November 19, 2013

Thoughts from Mark

We are all born with certain characteristics.  We are blends of the two parents who gave us life.  And, we are in the image and likeness of our God.

After we are born, we continue to adopt characteristics into our nature.  Immersed in the environment we grow in, the influences of that realm mark us in our developmental stages of life.  Those markings etch our DNA determining how we think, decide, act and live.

Unless vigilantly protested, these characteristics become our identity as we enter adulthood.  Because its the way we always were, we believe it was the way God intended us to be.

Some of these characteristics cannot be changed.  As much as I might want a smaller nose, each morning the mirror reminds me of my striking schnoz…

Others can be changed.  In fact, they are designed to be overcome, beaten, moved on from.

Here’s the point: just because you were born with it, just because you grew up with it, doesn’t mean God intended you to have it or to be it.  

But this argument is consistently applied to conditions we can never remember living without.  The assumption that God designed us to have diseases, abnormalities or sinful conditions is a product of a clouded perspective.  The cloud being our experience.

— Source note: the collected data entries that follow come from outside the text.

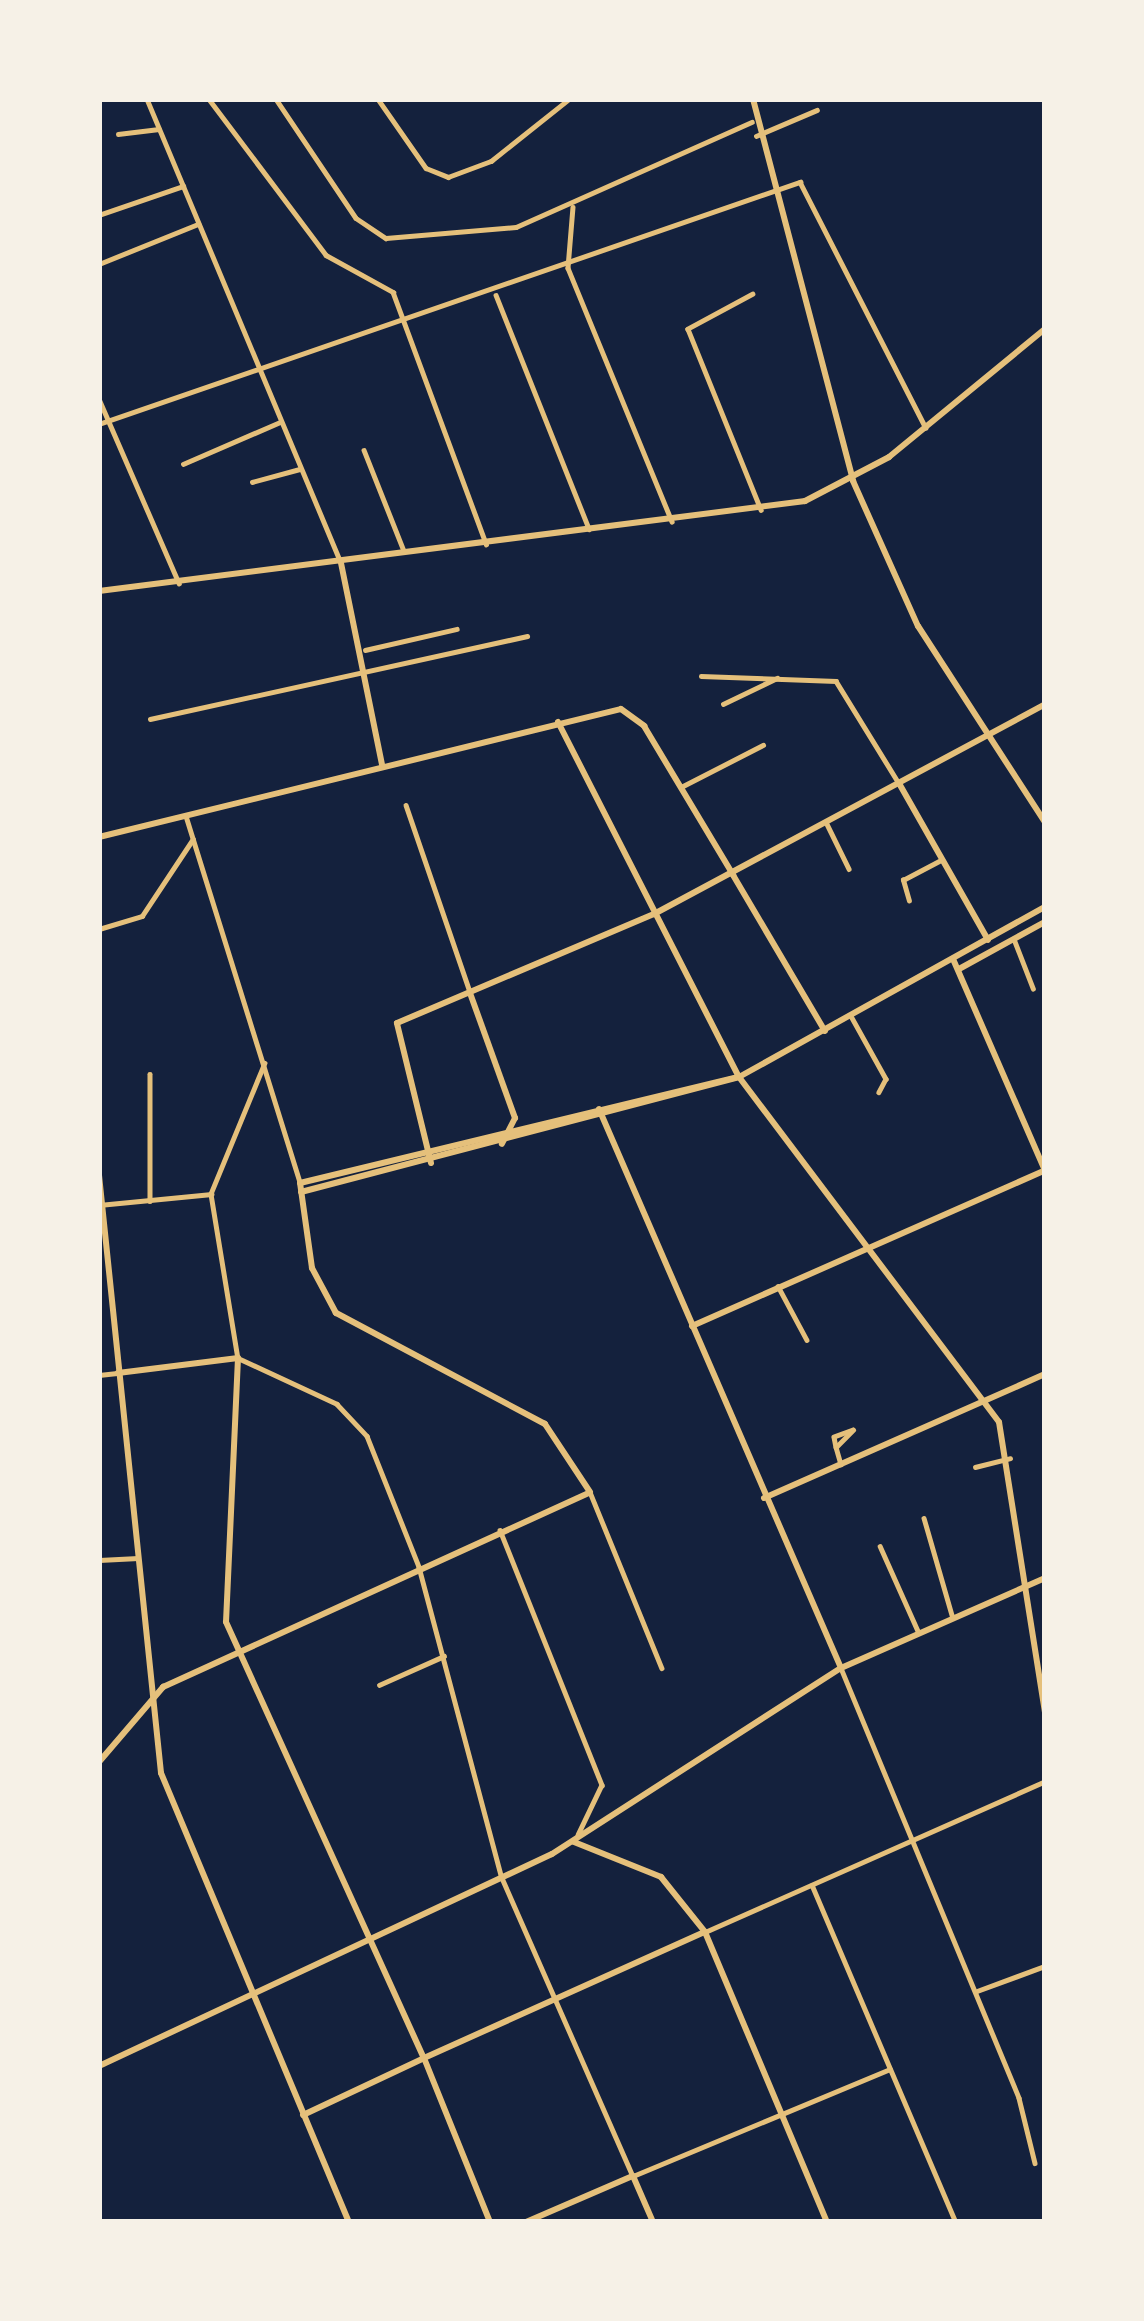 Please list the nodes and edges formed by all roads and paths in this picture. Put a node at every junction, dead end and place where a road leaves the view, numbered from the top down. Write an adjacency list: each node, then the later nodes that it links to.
1 (147, 99): 9 (street)
2 (209, 99): 21 (street)
3 (276, 99): 14 (street)
4 (378, 99): 5 (street)
5 (569, 99)
6 (752, 99): 8 (main road)
7 (817, 110): 11 (street)
8 (752, 122): 11 (main road); 14 (street)
9 (159, 130): 10 (street); 12 (street)
10 (118, 134)
11 (756, 136): 13 (main road)
12 (183, 186): 15 (street); 16 (street)
13 (771, 190): 18 (street); 28 (street); 32 (main road)
14 (573, 206): 18 (street)
15 (99, 214)
16 (198, 224): 17 (street); 23 (street)
17 (99, 264)
18 (568, 268): 20 (street); 35 (street)
19 (752, 294): 34 (street)
20 (496, 295): 21 (street); 36 (street)
21 (407, 322): 23 (street); 37 (street)
22 (1045, 329): 28 (main road)
23 (255, 363): 25 (street); 26 (street)
24 (99, 399): 25 (street)
25 (108, 420): 27 (street); 40 (street)
26 (280, 422): 30 (street); 31 (street)
27 (99, 424)
28 (926, 428): 32 (main road)
29 (364, 450): 38 (street)
30 (183, 464)
31 (300, 469): 33 (street); 39 (street)
32 (854, 481): 34 (main road); 52 (main road)
33 (252, 482)
34 (761, 510): 35 (main road)
35 (672, 522): 36 (main road)
36 (590, 531): 37 (main road)
37 (486, 544): 38 (main road)
38 (405, 554): 39 (main road)
39 (341, 563): 40 (main road); 44 (main road)
40 (179, 583): 41 (main road)
41 (99, 592)
42 (457, 629): 44 (street)
43 (527, 636): 45 (street)
44 (365, 650): 45 (main road)
45 (360, 673): 50 (street); 54 (main road)
46 (701, 676): 47 (street)
47 (782, 676): 48 (street); 55 (street)
48 (723, 704)
49 (1045, 704): 52 (main road)
50 (151, 719)
51 (558, 722): 54 (main road); 56 (main road); 68 (main road)
52 (988, 737): 55 (main road); 59 (main road)
53 (764, 745): 56 (street)
54 (382, 765): 58 (main road)
55 (900, 785): 60 (main road); 63 (main road)
56 (681, 788): 65 (main road)
57 (406, 805): 76 (street)
58 (186, 815): 61 (main road); 62 (street)
59 (1045, 822)
60 (827, 824): 64 (street); 65 (main road)
61 (99, 837)
62 (194, 839): 70 (street); 79 (street)
63 (941, 860): 66 (street); 72 (main road)
64 (849, 869)
65 (733, 875): 68 (main road); 78 (main road)
66 (909, 901)
67 (1045, 907): 72 (main road)
68 (654, 914): 76 (main road); 81 (main road)
69 (1045, 922): 71 (main road)
70 (99, 928)
71 (1014, 939): 74 (main road); 75 (street)
72 (988, 940): 73 (main road)
73 (953, 959): 74 (main road); 77 (main road)
74 (959, 969): 89 (main road)
75 (1033, 988)
76 (470, 993): 85 (main road); 87 (main road)
77 (850, 1016): 78 (main road); 82 (street)
78 (825, 1031): 81 (main road)
79 (265, 1063): 91 (street); 92 (street)
80 (150, 1074): 93 (street)
81 (739, 1077): 83 (main road); 84 (main road); 95 (main road)
82 (878, 1092)
83 (599, 1109): 84 (main road); 85 (main road)
84 (603, 1119): 86 (main road); 97 (main road)
85 (516, 1129): 86 (main road); 87 (main road)
86 (498, 1146): 88 (main road)
87 (428, 1152): 88 (main road); 91 (main road)
88 (431, 1163): 91 (main road)
89 (1045, 1170): 95 (main road)
90 (99, 1174): 94 (main road)
91 (300, 1187): 108 (main road)
92 (211, 1194): 93 (street); 99 (street)
93 (150, 1201): 94 (street)
94 (100, 1205): 100 (main road)
95 (872, 1247): 96 (main road); 103 (main road)
96 (778, 1286): 97 (main road); 98 (street)
97 (692, 1326): 109 (main road)
98 (807, 1340)
99 (238, 1358): 100 (main road); 115 (street); 120 (main road)
100 (118, 1373): 102 (street); 113 (main road)
101 (1045, 1374): 103 (main road)
102 (99, 1375)
103 (986, 1401): 105 (main road); 106 (main road)
104 (836, 1447): 106 (street)
105 (1010, 1458): 107 (street); 117 (main road)
106 (842, 1465): 109 (main road)
107 (975, 1467)
108 (590, 1492): 111 (main road); 122 (street)
109 (764, 1498): 123 (main road)
110 (924, 1518): 118 (street)
111 (500, 1531): 115 (main road); 130 (street)
112 (880, 1546): 119 (street)
113 (138, 1558): 114 (street); 125 (main road)
114 (99, 1560)
115 (419, 1567): 120 (main road); 121 (street)
116 (1045, 1578): 117 (main road)
117 (1029, 1585): 118 (main road); 126 (main road)
118 (952, 1616): 119 (main road)
119 (918, 1631): 123 (main road)
120 (239, 1650): 125 (main road); 134 (main road)
121 (444, 1657): 124 (street); 131 (street)
122 (662, 1668)
123 (841, 1668): 129 (street); 130 (main road)
124 (380, 1685)
125 (148, 1698): 127 (main road); 137 (main road)
126 (1045, 1712)
127 (99, 1761)
128 (1045, 1781): 129 (street)
129 (913, 1838): 132 (street); 136 (street)
130 (574, 1842): 131 (main road); 133 (main road)
131 (502, 1878): 134 (main road); 138 (street)
132 (812, 1885): 133 (street); 141 (street)
133 (705, 1932): 138 (main road); 143 (main road)
134 (373, 1942): 137 (main road); 139 (main road)
135 (1045, 1966): 136 (street)
136 (975, 1992): 144 (street)
137 (253, 1996): 140 (main road); 142 (main road)
138 (553, 2001): 139 (main road); 145 (street)
139 (424, 2057): 142 (main road); 147 (main road)
140 (99, 2066)
141 (890, 2068): 143 (street); 151 (street)
142 (303, 2115): 146 (main road)
143 (780, 2115): 145 (street); 150 (main road)
144 (1035, 2163)
145 (633, 2176): 148 (main road); 149 (main road)
146 (349, 2222)
147 (490, 2222)
148 (526, 2222)
149 (653, 2222)
150 (827, 2222)
151 (956, 2222)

…it was so that the works of God might be displayed in Him.  (John 9:3)

The disciples were perplexed by this too.  They asked Jesus who sinned so that a man was born blind.  Jesus’ answer has been assumed to mean that God caused the blindness.  What Jesus meant was his condition simply is.  No one is to blame – not the boy, not his parents, not God.  But God shows Himself strong through weakness.  A man’s blindness is God’s opportunity for glory.

You see, man is to be in an ongoing state of becoming.  As long as sin rules in this world, we will see people born blind.  Man’s staunch unwillingness to allow malfunction and disease to continue is the only way to turn this thing around.

Man’s becoming starts inwardly.  He must see his “pre-existing condition” not as God’s will, but as a mountain to climb, as a glory opportunity.  Our sickness, our deficiency is not a teacher.  The Holy Spirit is our Teacher.

Until sin and its effects on humanity become our enemy, we will legitimize them.  We give them power every time we say “I was born this way.”  Sin wants to be accepted.  It wants to remain under the radar screen as an “Oh well, I guess I just have to live with this.”

Until our response is a resounding, from the depths of our being, “NO!”, it will continue.  And every battle we turn tail and run from, is one more day the world – your world – lives groaning, awaiting its release from captivity.

Some of you reading this will assuredly think of Paul asking God to remove the thorn in his flesh.  Jesus replied, My grace is sufficient.  Again, most read that and assume that God wants Paul to just endure it.  That’s because we don’t understand grace.

Grace is divine influence upon the heart, divine empowerment for life.  Paul wanted the thorn removed.  Jesus wanted Paul, by His grace, to live his way through it.

When we pray, we think in terms of God doing things for us.  When God hears our prayers, more often than not, He comes to empower us through the very thing we prayed for Him to remove.  We think He didn’t answer.  He did.  He graced us to win the battle.

This is not a “God’s will” issue.  This is an “our will” issue.  Victory over sin and death is won in Jesus.  Grace – His life in us – is our authority to administrate His victory in every area of our lives.  Too many of us stand on the sidelines of the battle with the biggest weapon in the fight, right in our grasp.

And our enemy is so thankful we don’t realize it.

The earth knows.  It groans its knowing.  Do you hear it?